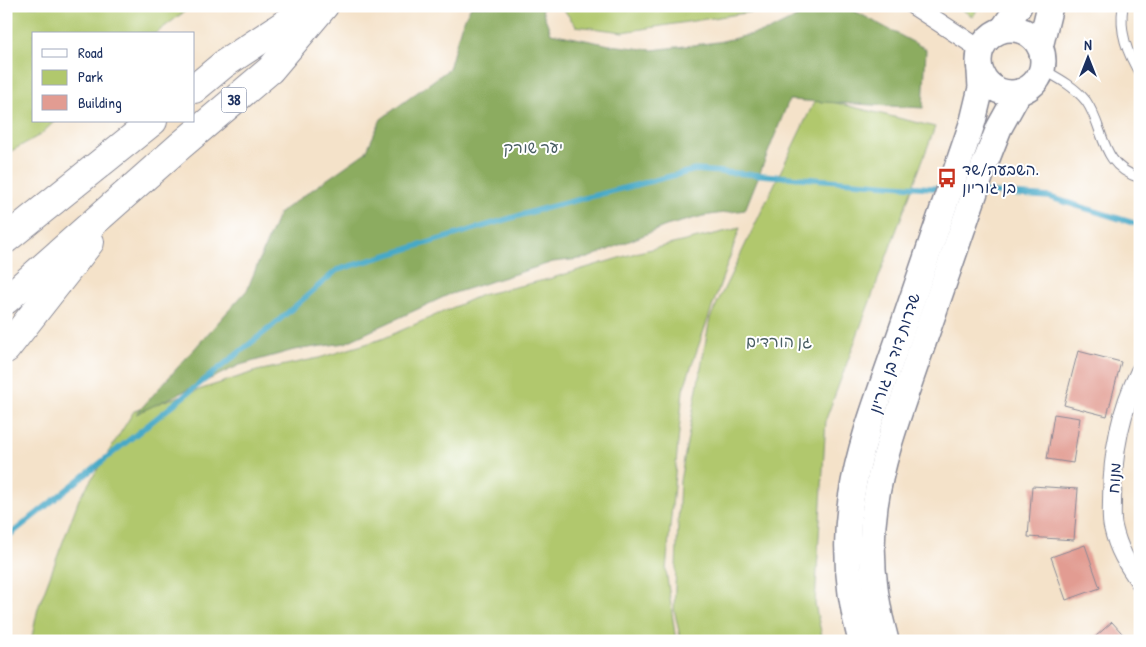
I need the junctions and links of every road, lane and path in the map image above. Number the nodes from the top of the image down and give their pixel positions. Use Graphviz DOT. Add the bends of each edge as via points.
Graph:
graph roads {
  1 [pos="312,6"];
  2 [pos="324,6"];
  3 [pos="914,6"];
  4 [pos="1019,6"];
  5 [pos="1050,6"];
  6 [pos="1123,6"];
  7 [pos="1003,29"];
  8 [pos="1041,58"];
  9 [pos="980,60"];
  10 [pos="1140,74"];
  11 [pos="195,88"];
  12 [pos="1019,92"];
  13 [pos="152,122"];
  14 [pos="1140,178"];
  15 [pos="136,185"];
  16 [pos="6,240"];
  17 [pos="6,300"];
  18 [pos="6,349"];
  19 [pos="1140,371"];
  20 [pos="1140,582"];
  21 [pos="861,641"];
  22 [pos="886,641"];
  1 -- 11 [label="highway, 38" via="224,64"];
  2 -- 15 [label="highway, 38" via="270,70"];
  3 -- 9 [label="street"];
  4 -- 7 [label="main road"];
  5 -- 8 [label="main road"];
  6 -- 10 [label="lane" via="1123,39 1129,58"];
  7 -- 8 [label="main road" via="1025,32 1034,38"];
  7 -- 9 [label="main road" via="993,33"];
  8 -- 12 [label="main road" via="1033,83"];
  8 -- 14 [label="lane" via="1088,104 1113,162 1124,172"];
  9 -- 12 [label="main road" via="991,87 1010,93"];
  9 -- 21 [label="main road, שדרות דוד בן גוריון" via="980,88 973,121 870,421 852,485 847,527 847,577"];
  12 -- 22 [label="main road, שדרות דוד בן גוריון" via="999,128 984,166 882,465 870,546 875,596"];
  13 -- 16 [label="highway"];
  15 -- 17 [label="highway, 38"];
  15 -- 18 [label="highway"];
  19 -- 20 [label="street, מנוח" via="1130,391 1112,477 1112,525 1123,559"];
}
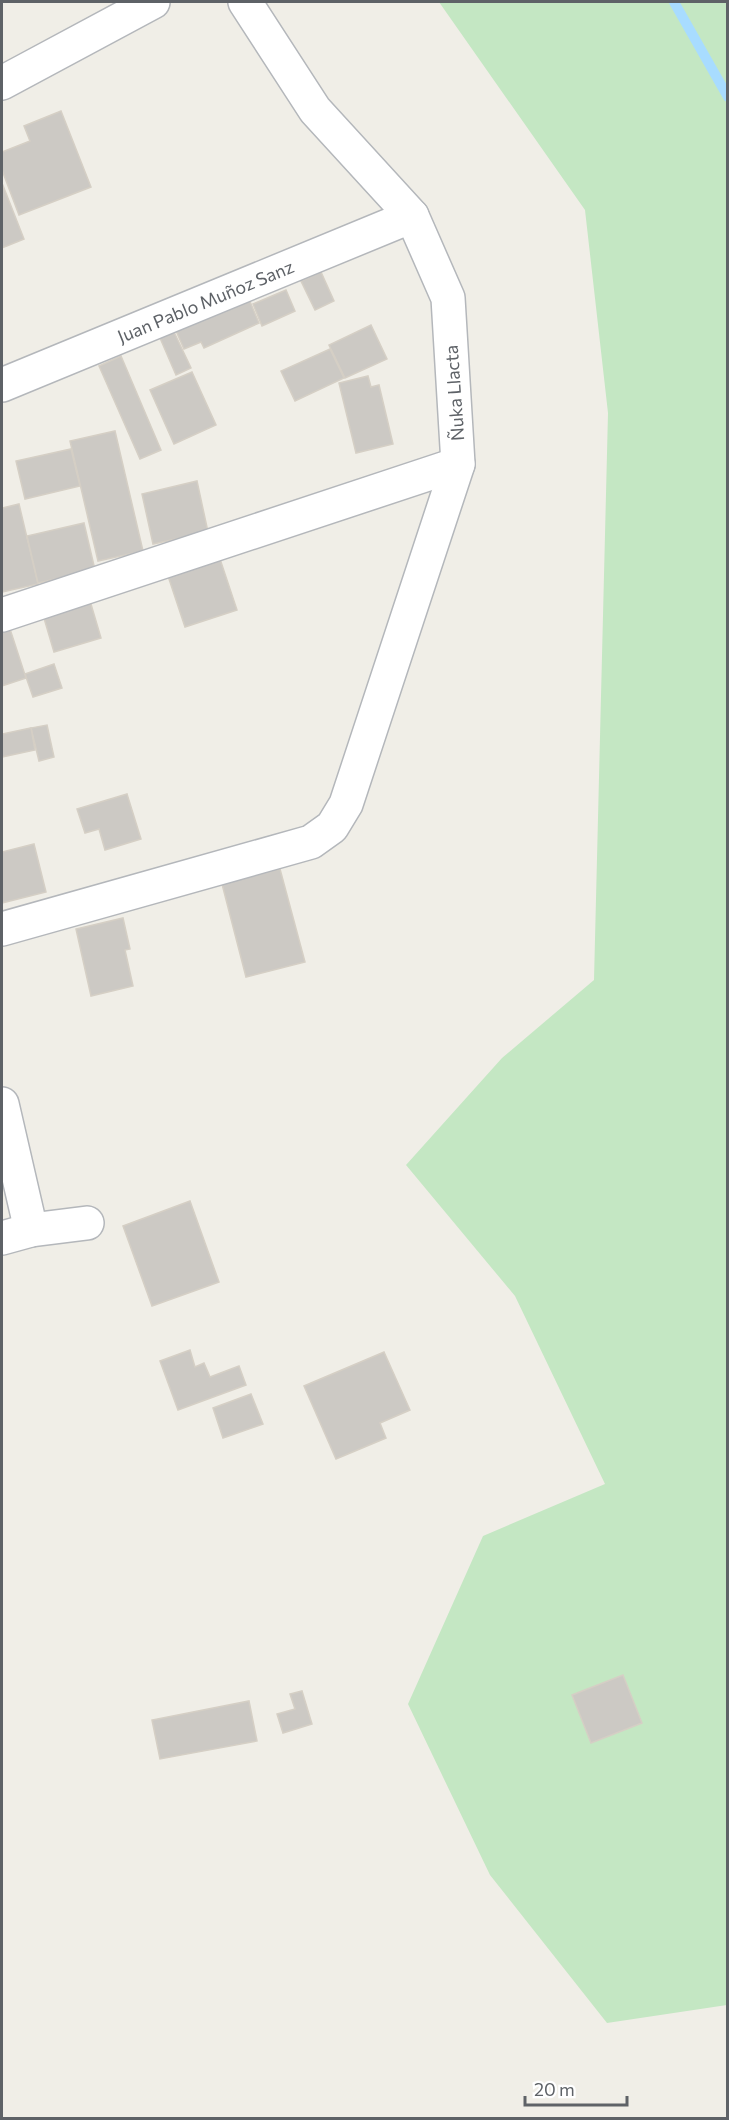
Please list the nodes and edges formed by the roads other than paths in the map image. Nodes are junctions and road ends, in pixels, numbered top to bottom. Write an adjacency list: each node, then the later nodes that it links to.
1 (153, 2): 3 (street)
2 (245, 2): 4 (street, Ñuka Llacta)
3 (2, 83)
4 (411, 216): 5 (street, Juan Pablo Muñoz Sanz); 6 (street, Ñuka Llacta)
5 (2, 386)
6 (458, 464): 7 (street); 8 (street, Ñuka Llacta)
7 (2, 615)
8 (2, 930)
9 (2, 1104): 11 (street)
10 (87, 1223): 11 (street)
11 (16, 1234)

◇ ◇ ◇ ◇ ◇

Directions: Would you output the listing above verbatim, without its pictures?

Reply:
I need the junctions and links of every road, lane and path in the map image above. Number the nodes from the top of the image down and give their pixel positions. Use Graphviz DOT. Add the bends of each edge as via points.
Graph:
graph roads {
  1 [pos="312,6"];
  2 [pos="324,6"];
  3 [pos="914,6"];
  4 [pos="1019,6"];
  5 [pos="1050,6"];
  6 [pos="1123,6"];
  7 [pos="1003,29"];
  8 [pos="1041,58"];
  9 [pos="980,60"];
  10 [pos="1140,74"];
  11 [pos="195,88"];
  12 [pos="1019,92"];
  13 [pos="152,122"];
  14 [pos="1140,178"];
  15 [pos="136,185"];
  16 [pos="6,240"];
  17 [pos="6,300"];
  18 [pos="6,349"];
  19 [pos="1140,371"];
  20 [pos="1140,582"];
  21 [pos="861,641"];
  22 [pos="886,641"];
  1 -- 11 [label="highway, 38" via="224,64"];
  2 -- 15 [label="highway, 38" via="270,70"];
  3 -- 9 [label="street"];
  4 -- 7 [label="main road"];
  5 -- 8 [label="main road"];
  6 -- 10 [label="lane" via="1123,39 1129,58"];
  7 -- 8 [label="main road" via="1025,32 1034,38"];
  7 -- 9 [label="main road" via="993,33"];
  8 -- 12 [label="main road" via="1033,83"];
  8 -- 14 [label="lane" via="1088,104 1113,162 1124,172"];
  9 -- 12 [label="main road" via="991,87 1010,93"];
  9 -- 21 [label="main road, שדרות דוד בן גוריון" via="980,88 973,121 870,421 852,485 847,527 847,577"];
  12 -- 22 [label="main road, שדרות דוד בן גוריון" via="999,128 984,166 882,465 870,546 875,596"];
  13 -- 16 [label="highway"];
  15 -- 17 [label="highway, 38"];
  15 -- 18 [label="highway"];
  19 -- 20 [label="street, מנוח" via="1130,391 1112,477 1112,525 1123,559"];
}
Please list the nodes and edges formed by the roads other than paths in the map image. Nodes are junctions and road ends, in pixels, numbered top to bottom. Write an adjacency list: each node, then the later nodes that it links to.
1 (153, 2): 3 (street)
2 (245, 2): 4 (street, Ñuka Llacta)
3 (2, 83)
4 (411, 216): 5 (street, Juan Pablo Muñoz Sanz); 6 (street, Ñuka Llacta)
5 (2, 386)
6 (458, 464): 7 (street); 8 (street, Ñuka Llacta)
7 (2, 615)
8 (2, 930)
9 (2, 1104): 11 (street)
10 (87, 1223): 11 (street)
11 (16, 1234)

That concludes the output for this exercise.